* What is required *
Your answer should be one number: how many lines below have the word "that".

* Dataset excerpts *
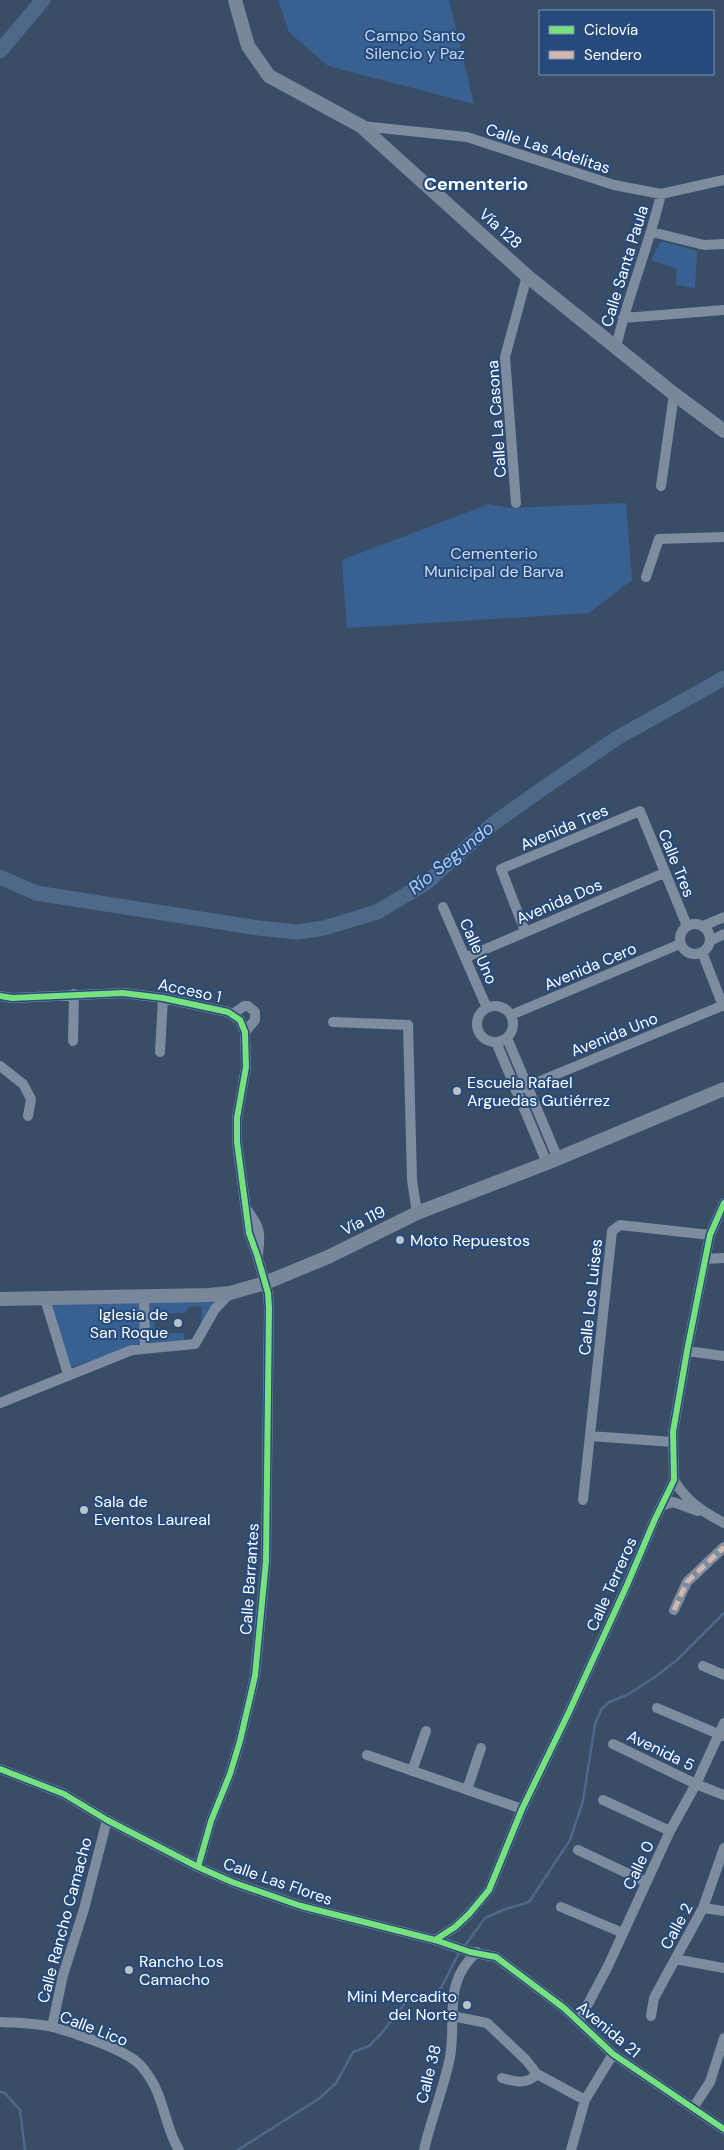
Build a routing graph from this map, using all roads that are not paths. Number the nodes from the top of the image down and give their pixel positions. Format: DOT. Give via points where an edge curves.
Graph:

==

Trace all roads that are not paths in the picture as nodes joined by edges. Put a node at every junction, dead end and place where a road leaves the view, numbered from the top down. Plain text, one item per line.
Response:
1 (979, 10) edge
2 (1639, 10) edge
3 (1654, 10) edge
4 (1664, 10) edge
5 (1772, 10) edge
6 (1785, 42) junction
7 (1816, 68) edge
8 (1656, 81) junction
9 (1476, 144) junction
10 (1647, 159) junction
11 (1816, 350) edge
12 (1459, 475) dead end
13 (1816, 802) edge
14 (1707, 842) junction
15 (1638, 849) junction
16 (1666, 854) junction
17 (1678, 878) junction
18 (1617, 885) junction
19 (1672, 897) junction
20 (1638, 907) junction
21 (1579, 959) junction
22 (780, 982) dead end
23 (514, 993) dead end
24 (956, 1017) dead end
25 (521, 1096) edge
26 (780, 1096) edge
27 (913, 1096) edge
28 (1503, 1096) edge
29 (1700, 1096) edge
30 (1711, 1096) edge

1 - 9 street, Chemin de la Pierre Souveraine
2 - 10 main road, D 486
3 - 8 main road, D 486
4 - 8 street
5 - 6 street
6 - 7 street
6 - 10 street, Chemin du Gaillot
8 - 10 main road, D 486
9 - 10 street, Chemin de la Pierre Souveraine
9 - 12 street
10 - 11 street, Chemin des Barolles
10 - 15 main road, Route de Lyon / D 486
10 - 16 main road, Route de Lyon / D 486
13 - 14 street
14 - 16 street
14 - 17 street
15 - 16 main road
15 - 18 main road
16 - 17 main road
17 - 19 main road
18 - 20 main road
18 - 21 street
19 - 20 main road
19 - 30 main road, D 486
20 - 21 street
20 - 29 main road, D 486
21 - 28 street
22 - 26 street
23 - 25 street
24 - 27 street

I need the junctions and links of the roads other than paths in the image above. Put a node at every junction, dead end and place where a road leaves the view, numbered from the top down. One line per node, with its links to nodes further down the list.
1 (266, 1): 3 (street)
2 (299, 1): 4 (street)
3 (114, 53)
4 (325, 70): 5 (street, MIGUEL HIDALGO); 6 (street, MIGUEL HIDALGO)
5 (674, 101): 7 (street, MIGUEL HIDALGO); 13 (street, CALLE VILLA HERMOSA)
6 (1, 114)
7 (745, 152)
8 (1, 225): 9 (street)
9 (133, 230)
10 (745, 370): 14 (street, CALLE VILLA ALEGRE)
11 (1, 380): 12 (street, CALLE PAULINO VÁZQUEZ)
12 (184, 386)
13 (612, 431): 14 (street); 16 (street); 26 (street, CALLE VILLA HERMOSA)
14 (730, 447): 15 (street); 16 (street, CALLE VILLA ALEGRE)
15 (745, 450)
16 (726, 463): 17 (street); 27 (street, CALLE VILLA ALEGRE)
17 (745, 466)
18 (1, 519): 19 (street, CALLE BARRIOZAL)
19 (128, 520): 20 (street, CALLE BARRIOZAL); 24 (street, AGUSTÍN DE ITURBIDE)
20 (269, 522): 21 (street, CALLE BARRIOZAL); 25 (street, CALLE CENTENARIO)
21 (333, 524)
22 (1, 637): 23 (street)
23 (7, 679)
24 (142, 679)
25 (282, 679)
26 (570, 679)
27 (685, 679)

* Solution to this exercise *
2